At the same time, Ms. Lujan Grisham is facing an outcry from progressives about boosting production of fossil fuels that contribute to global warming.

“New Mexico simply needs to keep all of its oil in the ground,” said Mariel Nanasi, executive director of New Energy Economy, a Santa Fe group promoting clean energy sources. Taking aim at the plan to use oil revenues to cover university tuition, she asked, “Why does a college degree frankly matter if someone is graduating into a world of climate disaster?”

With moderate Democrats now largely in control, the multifaceted debate reflects the rearrangement of political power in what has traditionally been a swing state. The 2004 election marked the last time a Republican presidential candidate carried the state. In 2018, Democrats won every statewide office and flipped the congressional seat representing southeastern New Mexico.

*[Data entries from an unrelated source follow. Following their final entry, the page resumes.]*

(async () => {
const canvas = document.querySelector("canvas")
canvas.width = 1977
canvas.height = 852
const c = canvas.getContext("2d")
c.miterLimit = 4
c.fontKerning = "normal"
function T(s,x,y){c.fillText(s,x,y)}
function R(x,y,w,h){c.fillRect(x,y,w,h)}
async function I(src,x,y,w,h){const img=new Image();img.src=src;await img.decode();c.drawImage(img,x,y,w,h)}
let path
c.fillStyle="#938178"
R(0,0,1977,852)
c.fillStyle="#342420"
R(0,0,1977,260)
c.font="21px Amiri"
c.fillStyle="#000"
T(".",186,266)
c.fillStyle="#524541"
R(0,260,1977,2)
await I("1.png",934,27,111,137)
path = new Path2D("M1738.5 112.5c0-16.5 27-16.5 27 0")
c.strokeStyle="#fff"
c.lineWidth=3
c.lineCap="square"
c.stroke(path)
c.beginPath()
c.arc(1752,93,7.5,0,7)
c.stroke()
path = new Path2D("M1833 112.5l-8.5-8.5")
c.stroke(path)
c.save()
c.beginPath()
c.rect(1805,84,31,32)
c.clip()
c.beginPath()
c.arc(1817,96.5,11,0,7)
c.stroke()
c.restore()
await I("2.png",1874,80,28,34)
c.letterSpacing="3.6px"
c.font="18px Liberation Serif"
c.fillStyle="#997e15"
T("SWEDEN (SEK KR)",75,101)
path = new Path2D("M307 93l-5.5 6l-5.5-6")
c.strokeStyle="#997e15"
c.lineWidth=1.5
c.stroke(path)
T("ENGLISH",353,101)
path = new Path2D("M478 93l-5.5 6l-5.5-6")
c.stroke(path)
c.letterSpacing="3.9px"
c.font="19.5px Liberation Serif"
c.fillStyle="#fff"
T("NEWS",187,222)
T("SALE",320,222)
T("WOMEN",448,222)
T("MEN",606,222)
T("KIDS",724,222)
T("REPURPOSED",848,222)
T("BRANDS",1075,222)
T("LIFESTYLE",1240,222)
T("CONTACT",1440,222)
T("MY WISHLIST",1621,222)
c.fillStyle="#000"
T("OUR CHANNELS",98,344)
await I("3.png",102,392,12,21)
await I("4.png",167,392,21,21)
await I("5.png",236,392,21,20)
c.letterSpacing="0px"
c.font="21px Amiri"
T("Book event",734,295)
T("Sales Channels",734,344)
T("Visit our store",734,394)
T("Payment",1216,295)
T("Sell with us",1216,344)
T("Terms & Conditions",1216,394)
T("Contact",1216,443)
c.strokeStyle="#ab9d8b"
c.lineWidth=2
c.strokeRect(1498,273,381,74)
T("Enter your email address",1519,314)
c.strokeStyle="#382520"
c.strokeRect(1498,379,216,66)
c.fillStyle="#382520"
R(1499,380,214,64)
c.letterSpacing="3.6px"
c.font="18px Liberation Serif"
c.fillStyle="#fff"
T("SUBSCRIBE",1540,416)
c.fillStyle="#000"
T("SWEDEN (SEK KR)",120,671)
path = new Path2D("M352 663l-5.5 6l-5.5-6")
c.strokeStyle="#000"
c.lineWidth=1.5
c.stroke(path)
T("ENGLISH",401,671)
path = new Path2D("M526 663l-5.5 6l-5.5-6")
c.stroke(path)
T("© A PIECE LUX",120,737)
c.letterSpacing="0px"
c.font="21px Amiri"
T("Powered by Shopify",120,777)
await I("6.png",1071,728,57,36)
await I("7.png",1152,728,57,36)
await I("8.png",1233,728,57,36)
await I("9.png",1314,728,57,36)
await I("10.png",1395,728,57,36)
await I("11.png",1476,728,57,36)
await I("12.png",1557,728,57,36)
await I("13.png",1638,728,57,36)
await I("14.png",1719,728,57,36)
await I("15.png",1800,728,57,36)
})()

Stephanie Garcia Richard, a Democrat elected last year as state land commissioner, acknowledged that people in southeastern New Mexico were chafing at her efforts to tighten control over the oil industry.

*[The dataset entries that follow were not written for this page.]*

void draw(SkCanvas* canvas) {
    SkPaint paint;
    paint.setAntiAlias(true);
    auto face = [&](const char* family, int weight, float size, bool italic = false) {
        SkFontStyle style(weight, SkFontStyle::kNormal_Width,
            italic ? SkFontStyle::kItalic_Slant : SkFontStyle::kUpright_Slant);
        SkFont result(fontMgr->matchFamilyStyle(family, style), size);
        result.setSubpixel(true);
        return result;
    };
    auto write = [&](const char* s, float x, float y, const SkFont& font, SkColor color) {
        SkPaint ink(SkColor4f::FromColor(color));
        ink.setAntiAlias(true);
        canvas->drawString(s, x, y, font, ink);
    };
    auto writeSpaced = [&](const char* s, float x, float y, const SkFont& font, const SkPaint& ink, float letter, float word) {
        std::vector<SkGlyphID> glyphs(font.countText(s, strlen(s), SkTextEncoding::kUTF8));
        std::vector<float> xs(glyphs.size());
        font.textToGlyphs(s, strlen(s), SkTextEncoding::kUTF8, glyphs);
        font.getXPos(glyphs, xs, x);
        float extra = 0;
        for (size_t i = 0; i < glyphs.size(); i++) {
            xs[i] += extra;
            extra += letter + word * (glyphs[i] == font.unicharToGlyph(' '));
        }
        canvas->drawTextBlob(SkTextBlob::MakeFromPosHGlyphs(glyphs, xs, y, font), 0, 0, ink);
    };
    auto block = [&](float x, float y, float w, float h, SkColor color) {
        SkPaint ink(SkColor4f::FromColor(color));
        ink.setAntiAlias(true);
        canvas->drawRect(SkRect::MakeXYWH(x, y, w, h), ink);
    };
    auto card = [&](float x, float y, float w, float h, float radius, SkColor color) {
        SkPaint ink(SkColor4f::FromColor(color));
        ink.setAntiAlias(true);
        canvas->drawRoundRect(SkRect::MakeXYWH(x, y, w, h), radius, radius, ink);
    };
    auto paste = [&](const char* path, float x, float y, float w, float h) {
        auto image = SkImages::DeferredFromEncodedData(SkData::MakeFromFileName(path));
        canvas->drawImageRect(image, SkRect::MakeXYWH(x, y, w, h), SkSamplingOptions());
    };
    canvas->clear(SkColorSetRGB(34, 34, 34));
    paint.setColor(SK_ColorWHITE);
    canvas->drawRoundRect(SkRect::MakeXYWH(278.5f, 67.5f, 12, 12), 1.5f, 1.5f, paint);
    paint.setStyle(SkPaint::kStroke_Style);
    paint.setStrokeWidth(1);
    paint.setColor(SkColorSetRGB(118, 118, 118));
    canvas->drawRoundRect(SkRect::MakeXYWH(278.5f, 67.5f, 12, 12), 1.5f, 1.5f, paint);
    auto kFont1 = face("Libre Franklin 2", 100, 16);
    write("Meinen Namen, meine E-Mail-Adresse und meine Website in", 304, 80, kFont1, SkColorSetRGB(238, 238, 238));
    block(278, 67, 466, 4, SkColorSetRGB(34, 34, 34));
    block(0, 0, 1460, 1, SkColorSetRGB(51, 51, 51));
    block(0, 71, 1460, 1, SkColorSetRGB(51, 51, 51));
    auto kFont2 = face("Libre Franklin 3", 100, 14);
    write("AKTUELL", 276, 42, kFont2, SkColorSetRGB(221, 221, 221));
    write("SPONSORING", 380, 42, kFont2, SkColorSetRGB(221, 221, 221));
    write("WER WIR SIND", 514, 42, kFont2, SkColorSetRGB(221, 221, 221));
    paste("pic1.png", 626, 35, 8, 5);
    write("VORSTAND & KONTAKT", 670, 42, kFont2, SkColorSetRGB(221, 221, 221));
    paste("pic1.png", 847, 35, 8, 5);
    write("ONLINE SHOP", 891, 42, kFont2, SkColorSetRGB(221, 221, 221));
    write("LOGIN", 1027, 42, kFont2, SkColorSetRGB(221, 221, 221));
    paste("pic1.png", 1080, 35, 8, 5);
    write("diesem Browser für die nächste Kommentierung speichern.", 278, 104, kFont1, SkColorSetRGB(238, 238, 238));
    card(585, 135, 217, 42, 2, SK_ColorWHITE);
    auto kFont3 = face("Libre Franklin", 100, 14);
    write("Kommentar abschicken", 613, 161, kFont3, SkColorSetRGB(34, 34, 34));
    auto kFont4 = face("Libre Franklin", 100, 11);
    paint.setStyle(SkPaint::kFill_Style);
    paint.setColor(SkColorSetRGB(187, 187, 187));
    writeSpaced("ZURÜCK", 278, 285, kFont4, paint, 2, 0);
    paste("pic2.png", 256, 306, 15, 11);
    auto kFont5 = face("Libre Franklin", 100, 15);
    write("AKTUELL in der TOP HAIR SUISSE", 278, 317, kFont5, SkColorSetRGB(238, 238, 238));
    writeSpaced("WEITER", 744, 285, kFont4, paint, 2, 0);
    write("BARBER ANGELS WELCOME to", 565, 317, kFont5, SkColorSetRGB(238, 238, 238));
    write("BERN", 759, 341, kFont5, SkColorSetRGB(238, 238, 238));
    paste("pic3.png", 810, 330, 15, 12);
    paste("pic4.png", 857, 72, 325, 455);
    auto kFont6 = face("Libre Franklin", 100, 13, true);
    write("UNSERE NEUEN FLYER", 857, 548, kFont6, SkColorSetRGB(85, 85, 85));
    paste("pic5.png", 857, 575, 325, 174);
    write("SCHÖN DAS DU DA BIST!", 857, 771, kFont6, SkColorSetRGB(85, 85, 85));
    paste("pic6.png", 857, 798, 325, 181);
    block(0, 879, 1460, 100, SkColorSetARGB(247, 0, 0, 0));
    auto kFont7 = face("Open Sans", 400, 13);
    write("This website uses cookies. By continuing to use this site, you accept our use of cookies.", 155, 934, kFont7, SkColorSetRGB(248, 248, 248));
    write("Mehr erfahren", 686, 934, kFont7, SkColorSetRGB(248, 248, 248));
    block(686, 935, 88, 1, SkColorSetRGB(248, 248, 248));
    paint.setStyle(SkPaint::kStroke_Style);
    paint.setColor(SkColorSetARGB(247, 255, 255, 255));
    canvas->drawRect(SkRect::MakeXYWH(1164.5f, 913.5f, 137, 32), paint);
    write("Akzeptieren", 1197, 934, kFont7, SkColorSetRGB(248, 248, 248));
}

“People saw a forked tail and horns coming out of my head and they thought, ‘Garcia Richard gets elected and the entire industry dies,’” said the commissioner, a teacher who is the first woman and the first Latina in the post.

“We’re holding people’s feet to the fire, absolutely we are,” she said, emphasizing that her proposal to raise oil royalties to 25 percent, hotly contested by oil producers, would only match the rate in Texas. “But this state matters to me.”

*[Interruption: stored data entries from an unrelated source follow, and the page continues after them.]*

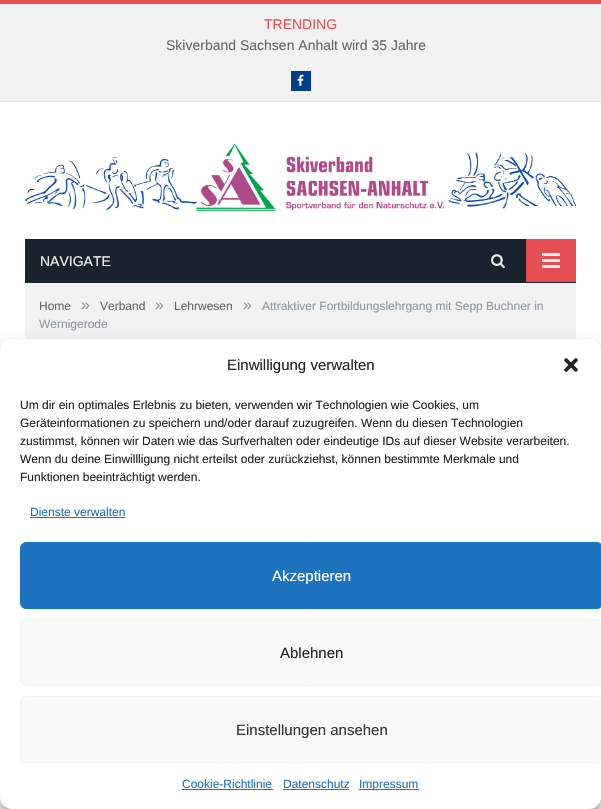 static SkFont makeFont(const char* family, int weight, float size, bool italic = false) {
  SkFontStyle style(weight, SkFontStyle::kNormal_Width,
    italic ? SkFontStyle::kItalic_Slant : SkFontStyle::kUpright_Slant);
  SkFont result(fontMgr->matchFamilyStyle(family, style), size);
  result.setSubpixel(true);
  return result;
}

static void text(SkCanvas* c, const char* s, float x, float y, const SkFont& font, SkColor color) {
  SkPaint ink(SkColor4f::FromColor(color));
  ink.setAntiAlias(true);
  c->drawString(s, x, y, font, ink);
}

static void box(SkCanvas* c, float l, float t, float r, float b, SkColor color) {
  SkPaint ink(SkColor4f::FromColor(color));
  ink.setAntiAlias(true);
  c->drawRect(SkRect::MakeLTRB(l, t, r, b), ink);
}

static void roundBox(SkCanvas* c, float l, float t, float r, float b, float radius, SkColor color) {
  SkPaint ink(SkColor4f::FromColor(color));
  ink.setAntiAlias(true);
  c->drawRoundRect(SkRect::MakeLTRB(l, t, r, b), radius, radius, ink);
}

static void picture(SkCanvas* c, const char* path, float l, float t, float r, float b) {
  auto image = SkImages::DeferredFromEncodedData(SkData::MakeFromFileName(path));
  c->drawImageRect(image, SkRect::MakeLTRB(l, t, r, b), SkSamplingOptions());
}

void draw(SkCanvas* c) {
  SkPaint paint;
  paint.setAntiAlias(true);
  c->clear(0xffffffff);
  box(c, 0, 4, 601, 101, 0xfff2f2f2);
  box(c, 0, 0, 601, 4, 0xffe54e53);
  box(c, 0, 101, 601, 102, 0xffe7e7e7);
  SkFont face1 = makeFont("Liberation Sans", 400, 14);
  text(c, "TRENDING", 264, 29, face1, 0xffe54e53);
  text(c, "Skiverband Sachsen Anhalt wird 35 Jahre", 166, 50, face1, 0xff656565);
  box(c, 291, 71, 311, 91, 0xff004088);
  picture(c, "img_01.png", 297, 74, 304, 86);
  picture(c, "img_02.png", 25, 144, 576, 211);
  box(c, 25, 239, 576, 283, 0xff19232d);
  text(c, "NAVIGATE", 40, 266, face1, 0xffefefef);
  picture(c, "img_03.png", 491, 254, 505, 269);
  box(c, 526, 239, 576, 282, 0xffe54e53);
  picture(c, "img_04.png", 542, 253, 560, 268);
  box(c, 25, 283, 576, 339, 0xfff2f2f2);
  SkFont face2 = makeFont("Liberation Sans", 400, 12);
  text(c, "Home", 39, 310, face2, 0xff656565);
  SkFont face3 = makeFont("Liberation Sans", 400, 16);
  text(c, "»", 81, 310, face3, 0xff8d97a1);
  text(c, "Verband", 100, 310, face2, 0xff656565);
  text(c, "»", 155, 310, face3, 0xff8d97a1);
  text(c, "Lehrwesen", 174, 310, face2, 0xff656565);
  text(c, "»", 243, 310, face3, 0xff8d97a1);
  text(c, "Attraktiver Fortbildungslehrgang mit Sepp Buchner in", 262, 310, face2, 0xff8d97a1);
  text(c, "Wernigerode", 39, 328, face2, 0xff8d97a1);
  paint.setColor(0x3b000000);
  paint.setMaskFilter(SkMaskFilter::MakeBlur(kNormal_SkBlurStyle, 3));
  c->drawRoundRect(SkRect::MakeLTRB(0, 345, 601, 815), 12, 12, paint);
  paint.setMaskFilter(nullptr);
  paint.setColor(0x30000000);
  paint.setMaskFilter(SkMaskFilter::MakeBlur(kNormal_SkBlurStyle, 10));
  c->drawRoundRect(SkRect::MakeLTRB(0, 349, 601, 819), 12, 12, paint);
  paint.setMaskFilter(nullptr);
  roundBox(c, 0, 339, 601, 809, 12, 0xffffffff);
  SkFont face4 = makeFont("Liberation Sans", 400, 15);
  text(c, "Einwilligung verwalten", 227, 370, face4, 0xff222222);
  picture(c, "img_05.png", 564, 358, 578, 372);
  text(c, "Um dir ein optimales Erlebnis zu bieten, verwenden wir Technologien wie Cookies, um", 20, 409, face2, 0xff222222);
  text(c, "Geräteinformationen zu speichern und/oder darauf zuzugreifen. Wenn du diesen Technologien", 20, 427, face2, 0xff222222);
  text(c, "zustimmst, können wir Daten wie das Surfverhalten oder eindeutige IDs auf dieser Website verarbeiten.", 20, 445, face2, 0xff222222);
  text(c, "Wenn du deine Einwillligung nicht erteilst oder zurückziehst, können bestimmte Merkmale und", 20, 463, face2, 0xff222222);
  text(c, "Funktionen beeinträchtigt werden.", 20, 481, face2, 0xff222222);
  text(c, "Dienste verwalten", 30, 516, face2, 0xff1e73be);
  box(c, 30, 517, 125, 518, 0xff1e73be);
  paint.setColor(0xff1e73be);
  c->drawRoundRect(SkRect::MakeLTRB(20.5f, 542.5f, 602.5f, 608.5f), 5.5f, 5.5f, paint);
  paint.setStyle(SkPaint::kStroke_Style);
  paint.setStrokeWidth(1);
  c->drawRoundRect(SkRect::MakeLTRB(20.5f, 542.5f, 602.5f, 608.5f), 5.5f, 5.5f, paint);
  text(c, "Akzeptieren", 272, 581, face4, 0xffffffff);
  paint.setStyle(SkPaint::kFill_Style);
  paint.setColor(0xfff9f9f9);
  c->drawRoundRect(SkRect::MakeLTRB(20.5f, 619.5f, 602.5f, 685.5f), 5.5f, 5.5f, paint);
  paint.setStyle(SkPaint::kStroke_Style);
  paint.setColor(0xfff2f2f2);
  c->drawRoundRect(SkRect::MakeLTRB(20.5f, 619.5f, 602.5f, 685.5f), 5.5f, 5.5f, paint);
  text(c, "Ablehnen", 280, 658, face4, 0xff222222);
  paint.setStyle(SkPaint::kFill_Style);
  paint.setColor(0xfff9f9f9);
  c->drawRoundRect(SkRect::MakeLTRB(20.5f, 696.5f, 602.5f, 762.5f), 5.5f, 5.5f, paint);
  paint.setStyle(SkPaint::kStroke_Style);
  paint.setColor(0xfff2f2f2);
  c->drawRoundRect(SkRect::MakeLTRB(20.5f, 696.5f, 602.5f, 762.5f), 5.5f, 5.5f, paint);
  text(c, "Einstellungen ansehen", 236, 735, face4, 0xff333333);
  text(c, "Cookie-Richtlinie", 182, 788, face2, 0xff1e73be);
  box(c, 182, 789, 273, 790, 0xff1e73be);
  text(c, "Datenschutz", 283, 788, face2, 0xff1e73be);
  box(c, 283, 789, 349, 790, 0xff1e73be);
  box(c, 359, 789, 419, 790, 0xff1e73be);
  text(c, "Impressum", 359, 788, face2, 0xff1e73be);
}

New Mexico’s oil industry is thriving, she said, with production forecast to reach the milestone of 1 million barrels per day later this year.

That projected surge has some environmental leaders in the state fuming. The mini Green New Deal, they say, shifts electricity production away from fossil fuels — mainly coal — but does nothing to scale back the oil production that also contributes to climate change.

Others on the left eye the boom from another angle, saying the oil windfall is a sliver of what it should be in relation to New Mexico’s new significance in global oil markets.

After doubling output in the past two years to 900,000 barrels a day, New Mexico now produces more oil than OPEC members Ecuador, Equatorial Guinea and Gabon combined. If the state is to develop clean energy sources while also fighting poverty, political leaders need to generate even more revenues from oil, said Jon Goldstein, a former state energy secretary.

“So much of the profit from this boom is flowing to Houston or London when it should remain in New Mexico,” said Mr. Goldstein, now with the Environmental Defense Fund.

Hobbs, a city in the heart of oil country that straddles the state line with Texas, has daily flights to Houston but none to any cities in New Mexico. Here, it is apparent that at least some of the oil bounty stayed in the state.

A futuristic $63.5 million recreational complex features a three-story jungle gym, an indoor lacrosse field and a water park with slides, geysers, rain clouds and a lazy river.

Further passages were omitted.